> PROBLEM
Please say how many lines in the records below contain the word "Congo". Give only the number.

[Dataset entries]
--*--

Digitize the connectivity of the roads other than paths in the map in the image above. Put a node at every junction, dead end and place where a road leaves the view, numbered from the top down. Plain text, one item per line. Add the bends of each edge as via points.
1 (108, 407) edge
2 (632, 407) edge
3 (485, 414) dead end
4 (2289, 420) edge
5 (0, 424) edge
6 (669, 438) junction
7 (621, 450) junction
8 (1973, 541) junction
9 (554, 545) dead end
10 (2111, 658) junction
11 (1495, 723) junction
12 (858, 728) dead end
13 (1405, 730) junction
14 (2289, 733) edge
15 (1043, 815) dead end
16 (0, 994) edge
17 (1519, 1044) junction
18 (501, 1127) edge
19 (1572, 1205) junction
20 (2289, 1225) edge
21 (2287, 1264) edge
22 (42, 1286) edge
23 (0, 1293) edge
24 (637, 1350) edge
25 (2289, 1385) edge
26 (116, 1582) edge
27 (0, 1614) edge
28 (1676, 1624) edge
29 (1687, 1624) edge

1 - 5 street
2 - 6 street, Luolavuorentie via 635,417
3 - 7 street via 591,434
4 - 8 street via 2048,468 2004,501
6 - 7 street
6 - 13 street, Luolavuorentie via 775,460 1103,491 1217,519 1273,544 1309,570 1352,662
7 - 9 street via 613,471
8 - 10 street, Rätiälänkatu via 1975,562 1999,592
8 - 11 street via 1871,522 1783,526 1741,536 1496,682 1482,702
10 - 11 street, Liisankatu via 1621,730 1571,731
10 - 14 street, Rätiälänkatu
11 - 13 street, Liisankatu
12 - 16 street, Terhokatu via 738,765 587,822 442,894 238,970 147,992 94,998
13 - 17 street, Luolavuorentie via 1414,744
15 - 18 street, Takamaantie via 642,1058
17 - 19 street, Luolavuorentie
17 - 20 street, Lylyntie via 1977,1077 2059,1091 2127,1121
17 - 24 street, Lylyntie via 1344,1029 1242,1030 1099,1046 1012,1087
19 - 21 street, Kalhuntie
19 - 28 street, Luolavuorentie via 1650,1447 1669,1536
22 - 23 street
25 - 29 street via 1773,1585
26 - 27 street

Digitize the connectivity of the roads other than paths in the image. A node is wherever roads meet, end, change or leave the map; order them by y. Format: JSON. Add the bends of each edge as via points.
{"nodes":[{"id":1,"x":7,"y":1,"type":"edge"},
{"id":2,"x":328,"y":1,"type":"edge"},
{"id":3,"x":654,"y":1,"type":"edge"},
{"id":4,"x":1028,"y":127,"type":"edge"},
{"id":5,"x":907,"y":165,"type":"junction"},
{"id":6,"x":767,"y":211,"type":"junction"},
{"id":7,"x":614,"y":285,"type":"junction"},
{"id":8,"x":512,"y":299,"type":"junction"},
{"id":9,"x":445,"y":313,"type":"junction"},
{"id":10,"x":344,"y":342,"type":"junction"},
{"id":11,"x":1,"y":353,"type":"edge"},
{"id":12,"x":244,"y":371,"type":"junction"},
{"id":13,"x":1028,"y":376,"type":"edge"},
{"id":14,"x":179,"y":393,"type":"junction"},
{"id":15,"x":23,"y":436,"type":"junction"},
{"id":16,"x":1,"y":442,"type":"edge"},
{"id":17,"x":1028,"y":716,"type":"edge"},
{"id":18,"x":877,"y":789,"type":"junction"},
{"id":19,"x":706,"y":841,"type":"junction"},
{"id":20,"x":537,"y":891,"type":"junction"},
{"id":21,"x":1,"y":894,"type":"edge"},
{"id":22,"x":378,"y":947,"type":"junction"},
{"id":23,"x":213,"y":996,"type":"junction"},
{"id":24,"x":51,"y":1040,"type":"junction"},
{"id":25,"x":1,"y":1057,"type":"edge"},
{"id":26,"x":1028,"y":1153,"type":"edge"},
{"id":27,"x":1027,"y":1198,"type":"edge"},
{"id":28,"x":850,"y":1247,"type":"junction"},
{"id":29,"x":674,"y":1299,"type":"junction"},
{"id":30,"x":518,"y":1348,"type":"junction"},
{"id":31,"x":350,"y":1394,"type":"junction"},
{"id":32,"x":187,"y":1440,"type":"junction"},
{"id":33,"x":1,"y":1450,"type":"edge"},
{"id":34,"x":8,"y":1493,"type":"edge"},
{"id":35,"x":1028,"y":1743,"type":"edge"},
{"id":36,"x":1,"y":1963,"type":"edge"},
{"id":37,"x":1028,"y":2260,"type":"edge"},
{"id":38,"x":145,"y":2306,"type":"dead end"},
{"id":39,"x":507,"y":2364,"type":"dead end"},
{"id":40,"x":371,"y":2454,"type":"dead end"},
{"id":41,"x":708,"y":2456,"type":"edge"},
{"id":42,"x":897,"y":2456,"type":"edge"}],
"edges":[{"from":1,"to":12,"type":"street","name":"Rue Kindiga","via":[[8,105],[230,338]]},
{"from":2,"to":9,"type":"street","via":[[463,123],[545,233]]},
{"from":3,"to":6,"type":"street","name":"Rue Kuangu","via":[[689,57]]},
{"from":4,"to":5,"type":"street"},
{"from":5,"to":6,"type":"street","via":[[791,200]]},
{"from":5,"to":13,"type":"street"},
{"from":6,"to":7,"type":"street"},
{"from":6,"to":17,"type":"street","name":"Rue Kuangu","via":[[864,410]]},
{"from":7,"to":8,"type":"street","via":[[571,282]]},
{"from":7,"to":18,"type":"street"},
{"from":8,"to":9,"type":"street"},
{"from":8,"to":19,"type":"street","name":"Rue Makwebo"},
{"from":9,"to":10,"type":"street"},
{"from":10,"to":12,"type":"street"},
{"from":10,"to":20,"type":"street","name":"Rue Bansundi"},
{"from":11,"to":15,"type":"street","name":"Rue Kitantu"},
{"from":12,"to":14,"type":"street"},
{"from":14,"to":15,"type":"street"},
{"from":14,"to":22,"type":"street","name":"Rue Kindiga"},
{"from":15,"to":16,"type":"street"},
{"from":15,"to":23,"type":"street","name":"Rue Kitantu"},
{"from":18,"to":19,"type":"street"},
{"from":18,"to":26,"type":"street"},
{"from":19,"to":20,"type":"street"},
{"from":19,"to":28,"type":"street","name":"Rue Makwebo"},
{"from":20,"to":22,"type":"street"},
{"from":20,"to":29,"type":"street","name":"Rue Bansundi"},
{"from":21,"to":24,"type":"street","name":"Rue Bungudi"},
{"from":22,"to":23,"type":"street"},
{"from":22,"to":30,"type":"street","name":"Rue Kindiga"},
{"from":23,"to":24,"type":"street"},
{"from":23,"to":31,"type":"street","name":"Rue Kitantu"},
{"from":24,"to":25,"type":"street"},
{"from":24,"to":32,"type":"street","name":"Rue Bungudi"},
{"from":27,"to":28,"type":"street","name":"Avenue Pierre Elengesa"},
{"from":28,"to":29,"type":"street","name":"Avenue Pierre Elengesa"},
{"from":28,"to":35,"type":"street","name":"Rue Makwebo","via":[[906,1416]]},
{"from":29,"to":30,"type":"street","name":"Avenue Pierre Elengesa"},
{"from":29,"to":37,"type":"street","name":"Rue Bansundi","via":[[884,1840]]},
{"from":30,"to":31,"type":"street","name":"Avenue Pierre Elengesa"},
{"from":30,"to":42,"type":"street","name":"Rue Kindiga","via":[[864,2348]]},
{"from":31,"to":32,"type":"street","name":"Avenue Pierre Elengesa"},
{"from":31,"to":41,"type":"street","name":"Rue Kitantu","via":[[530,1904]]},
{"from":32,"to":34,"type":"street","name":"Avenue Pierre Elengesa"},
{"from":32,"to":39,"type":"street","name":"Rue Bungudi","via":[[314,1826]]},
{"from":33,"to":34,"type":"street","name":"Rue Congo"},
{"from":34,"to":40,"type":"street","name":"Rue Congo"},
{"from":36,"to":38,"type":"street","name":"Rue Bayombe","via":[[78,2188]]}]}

--*--

> RESULT FOR THIS EXERCISE
2